> _TASK PROMPT_
Below are the records; copy exactly the stretch from the line containing "x y h add x" through the line containing "0 1327 translate 1 -1 scale", both ends included, and nothing else.

Items from a data source
==================================================

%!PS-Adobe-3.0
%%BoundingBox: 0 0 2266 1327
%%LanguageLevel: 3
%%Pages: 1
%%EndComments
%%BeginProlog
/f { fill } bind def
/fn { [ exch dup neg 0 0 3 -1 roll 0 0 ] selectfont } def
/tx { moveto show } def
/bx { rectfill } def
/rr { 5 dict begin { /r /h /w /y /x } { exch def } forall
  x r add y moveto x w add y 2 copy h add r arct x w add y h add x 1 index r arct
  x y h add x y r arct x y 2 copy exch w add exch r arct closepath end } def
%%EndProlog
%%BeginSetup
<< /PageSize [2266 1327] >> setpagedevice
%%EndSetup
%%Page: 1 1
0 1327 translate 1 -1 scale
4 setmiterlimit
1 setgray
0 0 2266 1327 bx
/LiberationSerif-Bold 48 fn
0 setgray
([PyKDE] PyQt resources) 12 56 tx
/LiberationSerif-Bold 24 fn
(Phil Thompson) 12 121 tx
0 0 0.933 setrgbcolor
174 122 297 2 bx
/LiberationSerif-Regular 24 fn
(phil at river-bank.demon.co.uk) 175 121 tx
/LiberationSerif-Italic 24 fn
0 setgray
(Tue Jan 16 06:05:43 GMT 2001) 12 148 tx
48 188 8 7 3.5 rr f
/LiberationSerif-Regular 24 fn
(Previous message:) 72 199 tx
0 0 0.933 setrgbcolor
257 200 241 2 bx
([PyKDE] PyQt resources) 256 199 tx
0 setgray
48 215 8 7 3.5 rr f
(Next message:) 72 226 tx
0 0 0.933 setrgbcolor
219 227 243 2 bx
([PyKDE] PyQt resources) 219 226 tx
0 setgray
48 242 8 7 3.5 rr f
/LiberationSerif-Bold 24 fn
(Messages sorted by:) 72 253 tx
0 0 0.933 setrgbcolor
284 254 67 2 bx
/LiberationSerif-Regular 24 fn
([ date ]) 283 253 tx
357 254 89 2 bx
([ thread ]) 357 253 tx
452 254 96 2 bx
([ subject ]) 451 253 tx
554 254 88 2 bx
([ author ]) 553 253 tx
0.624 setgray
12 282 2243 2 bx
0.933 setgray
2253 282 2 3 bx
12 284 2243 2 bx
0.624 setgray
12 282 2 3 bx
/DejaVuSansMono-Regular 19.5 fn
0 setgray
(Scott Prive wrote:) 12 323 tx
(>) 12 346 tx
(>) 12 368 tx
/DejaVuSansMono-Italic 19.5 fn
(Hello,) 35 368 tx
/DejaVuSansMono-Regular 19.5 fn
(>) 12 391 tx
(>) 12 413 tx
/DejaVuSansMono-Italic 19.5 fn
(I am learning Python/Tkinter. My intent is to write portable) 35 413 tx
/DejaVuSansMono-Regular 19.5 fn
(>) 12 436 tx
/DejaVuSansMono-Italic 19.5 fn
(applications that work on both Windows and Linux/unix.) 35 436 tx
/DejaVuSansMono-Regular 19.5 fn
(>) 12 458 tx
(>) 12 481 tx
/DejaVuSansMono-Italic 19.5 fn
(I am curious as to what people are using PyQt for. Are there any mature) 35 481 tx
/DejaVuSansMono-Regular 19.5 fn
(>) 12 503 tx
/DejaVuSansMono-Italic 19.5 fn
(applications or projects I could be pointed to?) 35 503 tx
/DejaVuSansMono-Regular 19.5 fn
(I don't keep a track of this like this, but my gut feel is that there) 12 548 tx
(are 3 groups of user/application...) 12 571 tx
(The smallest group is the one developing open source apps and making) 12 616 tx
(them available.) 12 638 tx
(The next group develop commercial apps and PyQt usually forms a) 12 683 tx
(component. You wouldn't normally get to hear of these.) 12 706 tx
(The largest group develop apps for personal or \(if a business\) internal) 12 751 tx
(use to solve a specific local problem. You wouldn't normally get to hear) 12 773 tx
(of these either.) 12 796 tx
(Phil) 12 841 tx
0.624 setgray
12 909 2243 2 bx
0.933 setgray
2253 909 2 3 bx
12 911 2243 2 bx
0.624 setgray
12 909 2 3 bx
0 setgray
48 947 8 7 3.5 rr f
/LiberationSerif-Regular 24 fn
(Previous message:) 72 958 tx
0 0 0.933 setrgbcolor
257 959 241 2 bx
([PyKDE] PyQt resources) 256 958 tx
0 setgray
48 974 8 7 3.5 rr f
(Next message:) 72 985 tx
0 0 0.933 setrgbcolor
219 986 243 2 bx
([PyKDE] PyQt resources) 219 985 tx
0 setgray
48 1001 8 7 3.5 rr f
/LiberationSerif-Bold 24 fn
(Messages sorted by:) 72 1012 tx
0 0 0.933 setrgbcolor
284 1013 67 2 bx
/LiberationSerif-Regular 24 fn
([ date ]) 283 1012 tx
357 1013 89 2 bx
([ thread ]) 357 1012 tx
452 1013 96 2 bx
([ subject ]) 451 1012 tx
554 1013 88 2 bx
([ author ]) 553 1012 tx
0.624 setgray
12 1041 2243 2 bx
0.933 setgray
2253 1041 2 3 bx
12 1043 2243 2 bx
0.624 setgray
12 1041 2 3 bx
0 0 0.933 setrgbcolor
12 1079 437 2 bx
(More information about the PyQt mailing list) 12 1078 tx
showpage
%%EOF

==================================================

> _SOLUTION TO THIS EXERCISE_
  x y h add x y r arct x y 2 copy exch w add exch r arct closepath end } def
%%EndProlog
%%BeginSetup
<< /PageSize [2266 1327] >> setpagedevice
%%EndSetup
%%Page: 1 1
0 1327 translate 1 -1 scale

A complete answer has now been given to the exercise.